Uns erscheint die Anbetung von Gestirnen oder Tieren als Frühform einer Religion oder eines Glaubens. Bekanntlich entrümpelten die monotheistischen Heilslehren den religiösen Himmel von Sonne, Mond, Sternen, Dämonen, Tieren und vielen anderen Göttern.
Doch spielt es eine Rolle, wen Gläubige anbeten? Ist die Wirkung anders oder grösser, wenn an die Stelle von der Sonne oder dem heiligen Stier Nandi Bull ein monotheistischer Gott tritt? Oder anders herum: Gibt es eine Werteskala der Religionen? Ein Rating? Ein Ranking?
Wenn man die Frage konsequent zu Ende denkt, ist es nicht so wichtig, wen man anbetet. Oder zu wem man betet. Denn über das Wesen von Gott können wir nur spekulieren. Der Glaube an höhere Wesen ist immer eine Projektion.
Beim Beten geht es primär darum, die Hoffnungen und Sehnsüchte auf eine göttliche Instanz zu lenken, ihnen ihre Ängste zu übergeben, Trost zu suchen, Hilfe zu erhoffen und die Furcht vor dem Tod zu teilen. Deshalb sind Gebete für Gläubige so wichtig.
Sie spenden das Gefühl von Geborgenheit, Halt und Unterstützung und machen das Leben im Jammertal erträglicher. Vorausgesetzt, wir glauben an göttliche Wesen. Beten führt deshalb zu einem religiösem Placeboeffekt. Denn niemand weiss, ob beten hilft.

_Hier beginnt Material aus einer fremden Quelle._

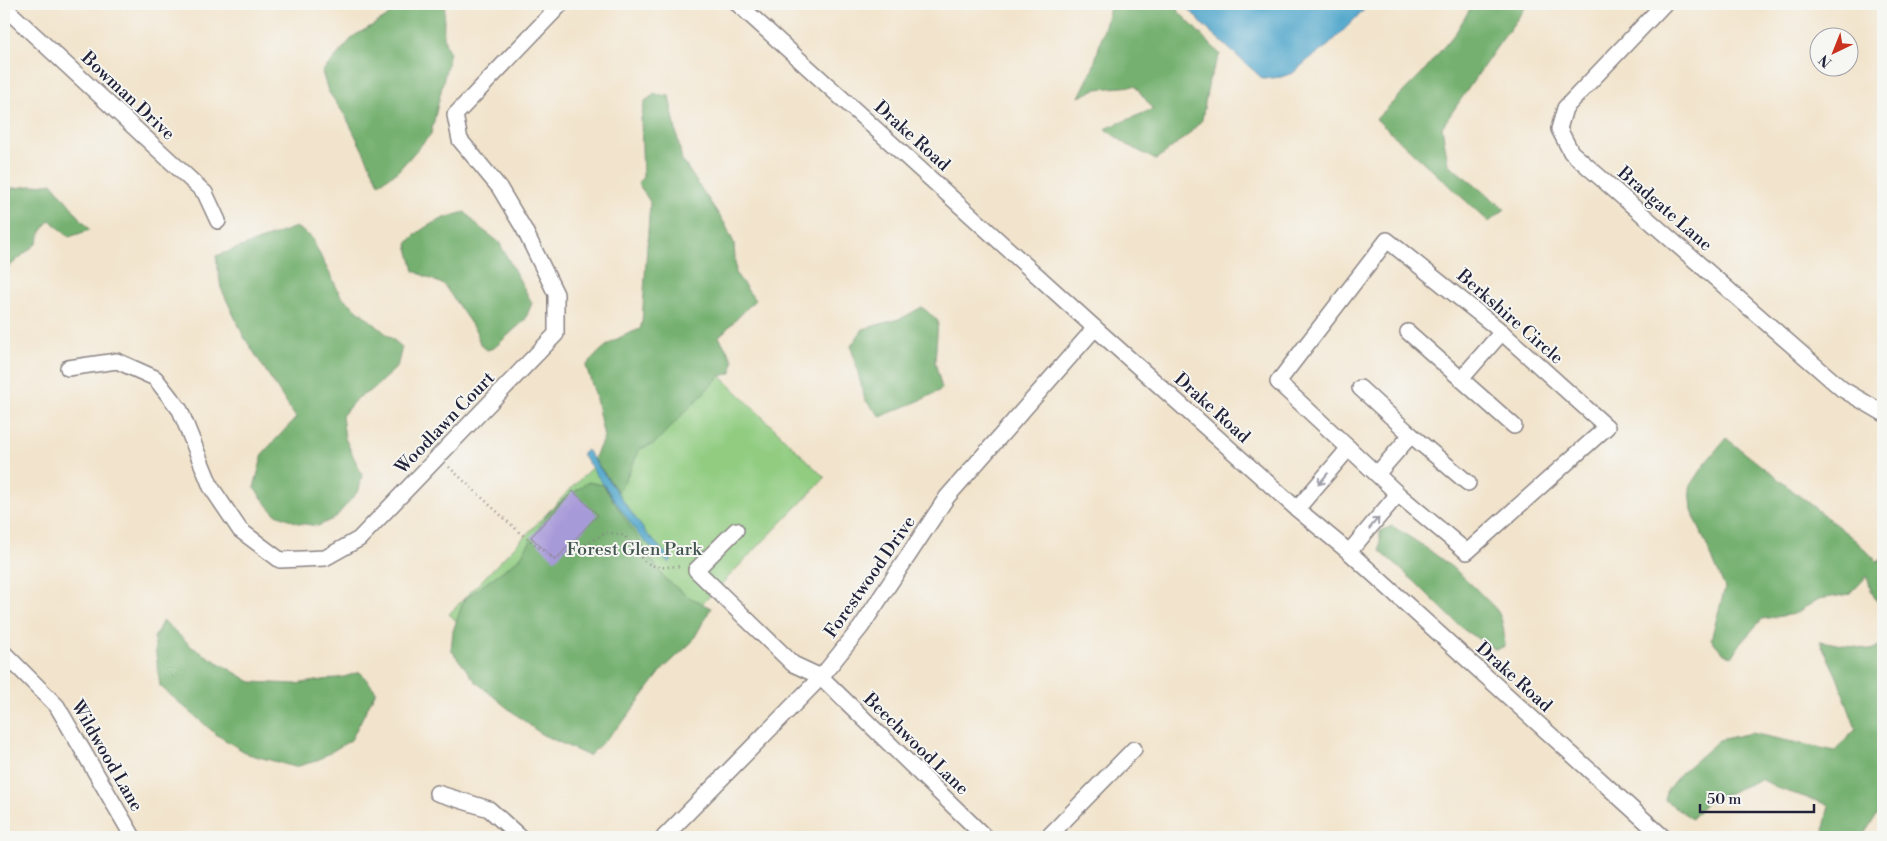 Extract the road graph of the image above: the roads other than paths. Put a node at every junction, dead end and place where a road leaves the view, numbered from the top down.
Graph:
1 (561, 4) edge
2 (738, 4) edge
3 (1664, 4) edge
4 (4, 6) edge
5 (218, 221) dead end
6 (1095, 328) junction
7 (1408, 332) dead end
8 (1502, 332) junction
9 (68, 368) dead end
10 (1462, 379) junction
11 (1360, 388) dead end
12 (1883, 413) edge
13 (1514, 426) dead end
14 (1411, 435) junction
15 (1349, 448) junction
16 (1377, 474) junction
17 (1468, 482) dead end
18 (1398, 494) junction
19 (1297, 509) junction
20 (736, 530) dead end
21 (1349, 552) junction
22 (4, 653) edge
23 (821, 677) junction
24 (1134, 749) dead end
25 (438, 793) dead end
26 (133, 837) edge
27 (520, 837) edge
28 (664, 837) edge
29 (986, 837) edge
30 (1048, 837) edge
31 (1663, 837) edge

1 - 9 street, Woodlawn Court
2 - 6 street, Drake Road
3 - 12 street, Bradgate Lane
4 - 5 street, Bowman Drive
6 - 19 street, Drake Road
6 - 23 street, Forestwood Drive
7 - 10 street
8 - 10 street
8 - 15 street, Berkshire Circle
8 - 18 street, Berkshire Circle
10 - 13 street
11 - 14 street
14 - 16 street
14 - 17 street
15 - 16 street
15 -> 19 street
16 - 18 street
21 -> 18 street
19 - 21 street, Drake Road
20 - 23 street, Beechwood Lane
21 - 31 street, Drake Road
22 - 26 street, Wildwood Lane
23 - 28 street, Forestwood Drive
23 - 29 street, Beechwood Lane
24 - 30 street
25 - 27 street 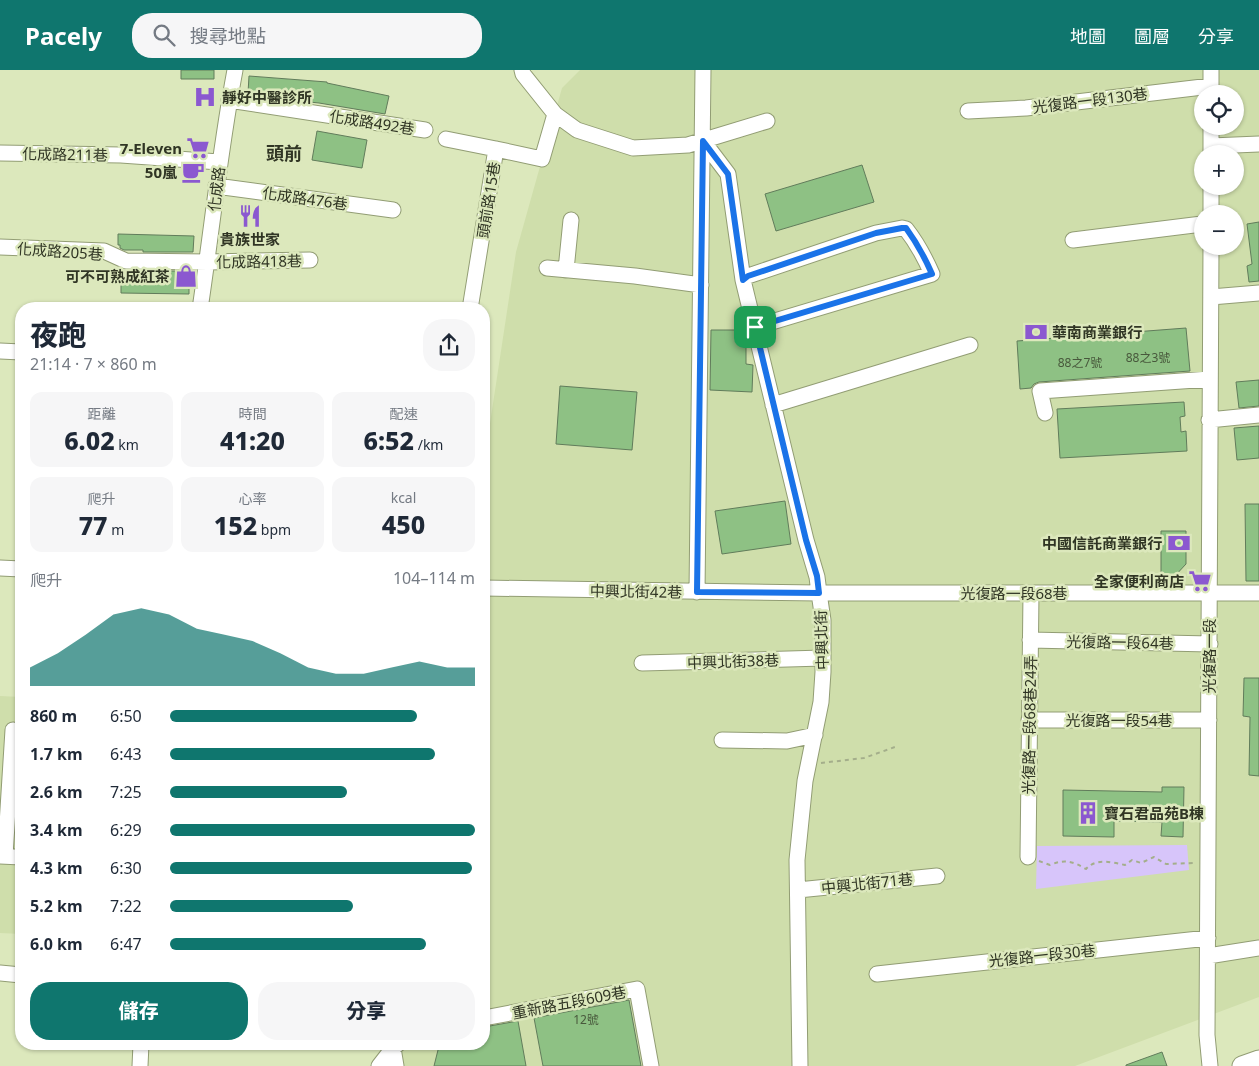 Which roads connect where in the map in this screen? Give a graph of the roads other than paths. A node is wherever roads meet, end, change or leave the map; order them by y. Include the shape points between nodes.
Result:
1 (236, 70) edge
2 (522, 70) edge
3 (703, 70) edge
4 (1211, 70) edge
5 (1211, 85) edge
6 (1194, 92) edge
7 (229, 100) junction
8 (968, 111) dead end
9 (555, 114) junction
10 (767, 121) dead end
11 (425, 130) dead end
12 (446, 139) dead end
13 (703, 141) junction
14 (1259, 144) edge
15 (1244, 146) edge
16 (496, 149) junction
17 (0, 153) edge
18 (219, 162) junction
19 (216, 186) junction
20 (393, 210) dead end
21 (571, 220) dead end
22 (1194, 225) edge
23 (1073, 240) dead end
24 (0, 247) edge
25 (1211, 255) edge
26 (310, 260) dead end
27 (208, 262) junction
28 (547, 268) dead end
29 (566, 270) junction
30 (743, 280) junction
31 (701, 285) junction
32 (1259, 293) edge
33 (1211, 297) junction
34 (201, 302) edge
35 (471, 302) edge
36 (755, 327) junction
37 (970, 345) dead end
38 (0, 351) edge
39 (15, 352) edge
40 (1210, 379) junction
41 (773, 405) junction
42 (1045, 413) dead end
43 (1259, 415) edge
44 (1210, 420) junction
45 (0, 568) edge
46 (15, 569) edge
47 (490, 588) edge
48 (697, 592) junction
49 (819, 593) junction
50 (1031, 593) junction
51 (1209, 593) junction
52 (1259, 594) edge
53 (1030, 640) junction
54 (1210, 644) junction
55 (823, 658) junction
56 (642, 664) dead end
57 (1029, 720) junction
58 (1209, 720) junction
59 (12, 730) dead end
60 (815, 735) junction
61 (722, 740) dead end
62 (5, 767) edge
63 (3, 856) edge
64 (1028, 857) road end
65 (937, 876) dead end
66 (798, 890) junction
67 (1208, 938) junction
68 (1259, 948) edge
69 (1208, 956) junction
70 (0, 973) edge
71 (15, 974) edge
72 (876, 974) dead end
73 (490, 1017) edge
74 (141, 1050) edge
75 (392, 1050) edge
76 (395, 1050) edge
77 (1259, 1060) edge
78 (140, 1066) edge
79 (379, 1066) edge
80 (396, 1066) edge
81 (651, 1066) edge
82 (800, 1066) edge
83 (1210, 1066) edge
84 (1242, 1066) edge

1 - 7 street, 化成路
2 - 9 street
3 - 13 street
4 - 5 street
6 - 8 street, 光復路一段130巷
7 - 11 street, 化成路492巷
7 - 18 street, 化成路
9 - 13 street via 576,130 633,148
9 - 16 street, 頭前路15巷 via 542,159
10 - 13 street
12 - 16 street
13 - 30 street, 中興北街 via 728,174
13 - 31 street
14 - 15 street
16 - 35 street, 頭前路15巷
17 - 18 street, 化成路211巷 via 121,155
18 - 19 street, 化成路
19 - 20 street, 化成路476巷
19 - 27 street, 化成路
21 - 29 street
22 - 23 street
24 - 27 street, 化成路205巷 via 104,251 126,261
25 - 33 street, 光復路一段
26 - 27 street, 化成路418巷
27 - 34 street, 化成路
28 - 29 street
29 - 31 street
30 - 36 street, 中興北街
30 - 36 street via 876,233 902,228 912,235 932,274
31 - 48 street
32 - 33 street
33 - 40 street, 光復路一段
36 - 41 street, 中興北街
37 - 41 street
38 - 39 street
40 - 42 street via 1040,390
40 - 44 street, 光復路一段
41 - 49 street, 中興北街
43 - 44 street
44 - 51 street, 光復路一段
45 - 46 street
47 - 48 street, 中興北街42巷
48 - 49 street, 中興北街42巷
49 - 50 street, 光復路一段68巷
49 - 55 street, 中興北街
50 - 51 street, 光復路一段68巷
50 - 53 street, 光復路一段68巷24弄
51 - 52 street, 光復路一段68巷
51 - 54 street, 光復路一段
53 - 54 street, 光復路一段64巷
53 - 57 street, 光復路一段68巷24弄
54 - 58 street, 光復路一段
55 - 56 street, 中興北街38巷
55 - 60 street, 中興北街 via 821,702
57 - 58 street, 光復路一段54巷
57 - 64 street, 光復路一段68巷24弄
58 - 67 street, 光復路一段
59 - 62 street
60 - 61 street via 787,741
60 - 66 street, 中興北街 via 805,781 797,860
62 - 63 street
65 - 66 street, 中興北街71巷
66 - 82 street, 中興北街
67 - 69 street, 光復路一段
67 - 72 street, 光復路一段30巷
68 - 69 street
69 - 83 street, 光復路一段
70 - 71 street
73 - 81 street, 重新路五段609巷 via 637,989
74 - 78 street
75 - 79 street
76 - 80 street
77 - 84 main road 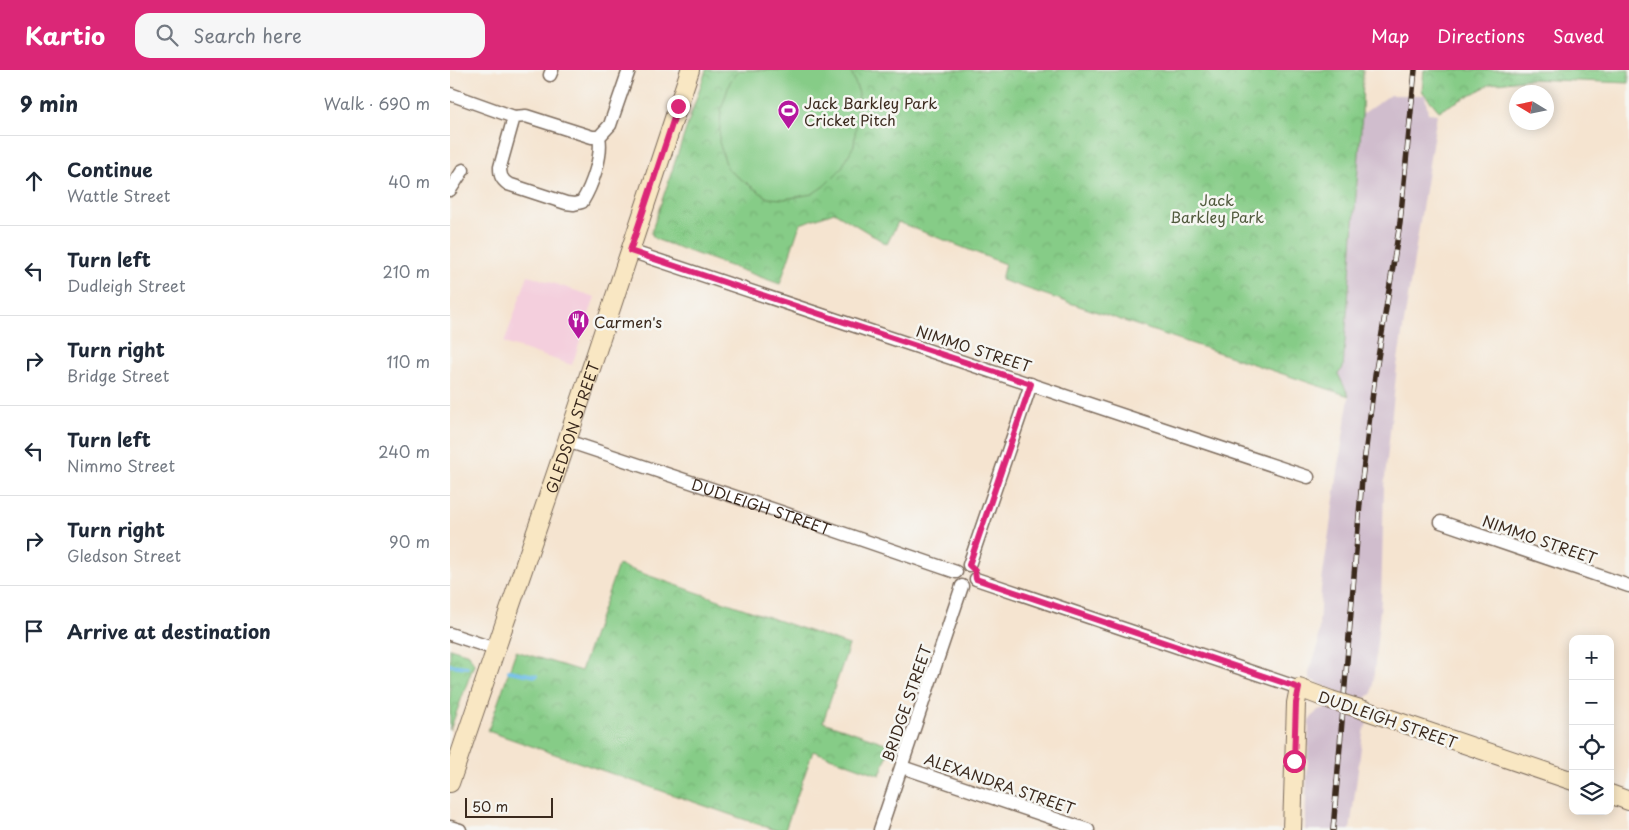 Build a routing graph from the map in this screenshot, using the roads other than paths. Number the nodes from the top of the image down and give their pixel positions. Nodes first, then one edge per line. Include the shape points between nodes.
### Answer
1 (629, 70) edge
2 (690, 70) edge
3 (450, 94) edge
4 (514, 116) junction
5 (599, 137) junction
6 (463, 170) dead end
7 (450, 190) edge
8 (630, 251) junction
9 (1031, 384) junction
10 (567, 442) junction
11 (1308, 477) dead end
12 (1441, 522) dead end
13 (969, 565) junction
14 (956, 572) junction
15 (976, 579) junction
16 (962, 586) junction
17 (1629, 586) edge
18 (450, 634) edge
19 (496, 649) junction
20 (1299, 688) junction
21 (902, 767) junction
22 (1569, 780) edge
23 (450, 783) edge
24 (1614, 795) edge
25 (1629, 801) edge
26 (450, 827) edge
27 (460, 830) edge
28 (880, 830) edge
29 (1088, 830) edge
30 (1292, 830) edge

1 - 5 street via 610,125
2 - 8 street, GLEDSON STREET
3 - 4 street
4 - 5 street via 526,116
4 - 5 street via 500,175 508,184 566,204 582,202 586,196 600,155
6 - 7 street
8 - 9 street, NIMMO STREET
8 - 10 street, GLEDSON STREET
9 - 11 street, NIMMO STREET
9 - 13 street
10 - 14 street, DUDLEIGH STREET
10 - 19 street, GLEDSON STREET
12 - 17 street, NIMMO STREET
13 - 14 street via 962,565
13 - 15 street via 975,571
14 - 16 street via 956,580
15 - 16 street via 971,585
15 - 20 street, DUDLEIGH STREET
16 - 21 street, BRIDGE STREET
18 - 19 street
19 - 23 street, GLEDSON STREET
20 - 22 street, DUDLEIGH STREET, bridge
20 - 30 street
21 - 28 street, BRIDGE STREET
21 - 29 street, ALEXANDRA STREET
24 - 25 street
26 - 27 street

Wir können auch nicht nachweisen, dass es tatsächlich göttliche Wesen gibt. Selbst wenn sie existieren sollten, so ist nicht gewiss, dass sie unsere Gebete interessieren. Und ob sie sie überhaupt hören können. Sollten sie die Gebete tatsächlich wahrnehmen – bei sieben Milliarden Menschen eine logistische Herkulesaufgabe –, ist noch nicht gewährleistet, dass sie uns helfen können oder helfen wollen.
Fragen über Fragen. Eindeutige Antworten kennt niemand. Eine höhere Form des Betens ist die direkte Kommunikation mit Gott. Also das Gespräch mit Fragen und Antworten. Strenggläubige Christen, vor allem Freikirchler, sind überzeugt, mit Gott in einen Dialog treten zu können. Also von ihm Antworten zu bekommen. Diese besondere Form des Gebets hat einen noch stärkeren Placeboeffekt. Doch ein Zwiegespräch mit einem göttlichen Wesen strapaziert die Plausibilitätsfrage noch mehr.
Wie auch immer: Beten hat also weniger mit Gott als mit den Gläubigen selbst zu tun. Wären wir angstfrei, hätten wir kaum ein Bedürfnis, uns den göttlichen Wesen anzuvertrauen. So hilft uns der Glaube, Leid und Elend auf der Welt besser zu ertragen.
Dabei spielt es für den einzelnen Gläubigen wahrscheinlich eine untergeordnete Rolle, ob er seine Sehnsüchte auf einen heiligen Elefanten oder einen monotheistischen Gott projiziert. Hauptsache es hilft. Wie plausibel der Glaube oder wie wirkungsvoll das Beten ist, ist nicht zentral.
Wenn man den Gedanken weiter spinnt, stellt sich eine weit bedeutendere Frage: Spielt es überhaupt eine Rolle, an wen oder was ich glaube? Denn der Effekt ist immer ähnlich. Trost und Hoffnung spenden weniger die göttlichen Wesen, es ist vielmehr der Glaube selbst. Es handelt sich also primär um ein suggestives Phänomen.
Wenn es regnet spricht der Bauer von einer wundersamen Gebetserhörung und der Angestellte schweigt.
Wenn das Wetter schön ist spricht der Angestellte von einer wundersamen Gebetserhörung und der Bauer schweigt.